Lots of plot twists make this a bit hard to follow.  It seeks the knockout punch of Traffic but just lands a few blows.

* * * of 4

Rocky Horror Picture Show

After a symbolic deflowering in the front of the theater audience, I am no longer a Rocky Horror virgin.  To think that a movie that has been playing continuously since 1976 is one that I had never seen is hard to believe.  Perhaps it was the midnight show time.  But it is now done!

A cross between Frankenstein and the Producers, the Mel Brooks analogy is a marker in the time this movie was done in the mid 70s.  In fact Young Frankenstein is a good comparison as well, as are other semi serious/semi silly movies of that time: Pink Panther, Kentucky Fried Movie, all Mel Brooks as stated.

The live theater is what sets this apart from a normal movie.  During the show, a troupe of actors acted out the whole movie, calling dialogue, dressing the part.   The interactive nature also made it unique:  the props used such as (in this theater) glow sticks, toilet paper and so forth.  Some traditional props were strictly forbidden.  The dancing to the Time Warp was a good way to fight 1 a.m. fatigue.  Calling out all the dialogue made it twice as much to comprehend.

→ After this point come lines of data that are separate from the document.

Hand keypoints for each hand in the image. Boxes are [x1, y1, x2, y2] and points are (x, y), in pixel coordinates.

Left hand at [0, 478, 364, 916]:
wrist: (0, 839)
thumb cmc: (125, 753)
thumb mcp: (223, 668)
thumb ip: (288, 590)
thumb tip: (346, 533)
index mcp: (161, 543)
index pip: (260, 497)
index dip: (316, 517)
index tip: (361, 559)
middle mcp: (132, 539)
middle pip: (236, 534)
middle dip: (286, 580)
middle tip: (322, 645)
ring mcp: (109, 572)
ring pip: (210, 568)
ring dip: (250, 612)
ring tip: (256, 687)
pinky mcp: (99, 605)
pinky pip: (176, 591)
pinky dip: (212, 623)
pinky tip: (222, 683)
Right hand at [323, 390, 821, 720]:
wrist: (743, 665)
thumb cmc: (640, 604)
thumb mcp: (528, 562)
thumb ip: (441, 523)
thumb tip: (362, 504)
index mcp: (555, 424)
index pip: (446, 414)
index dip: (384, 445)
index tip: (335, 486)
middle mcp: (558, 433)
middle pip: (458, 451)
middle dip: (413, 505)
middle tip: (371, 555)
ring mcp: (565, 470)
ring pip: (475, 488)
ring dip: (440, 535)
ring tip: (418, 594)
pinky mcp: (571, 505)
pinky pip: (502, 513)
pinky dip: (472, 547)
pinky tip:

One refrain was "There's no plot".  That may be overstated:  Brad and Janet, just married, are trapped in a storm.  They knock on the door of a castle where they are drawn into a homoerotic ritual and feast.  The film is nararated by a criminologist and told in a series of flashbacks.

As its 70s predecesors, the satire and "campiness" so often associated with the movie makes it very appropriate for its time.  Not bad for 38 years later.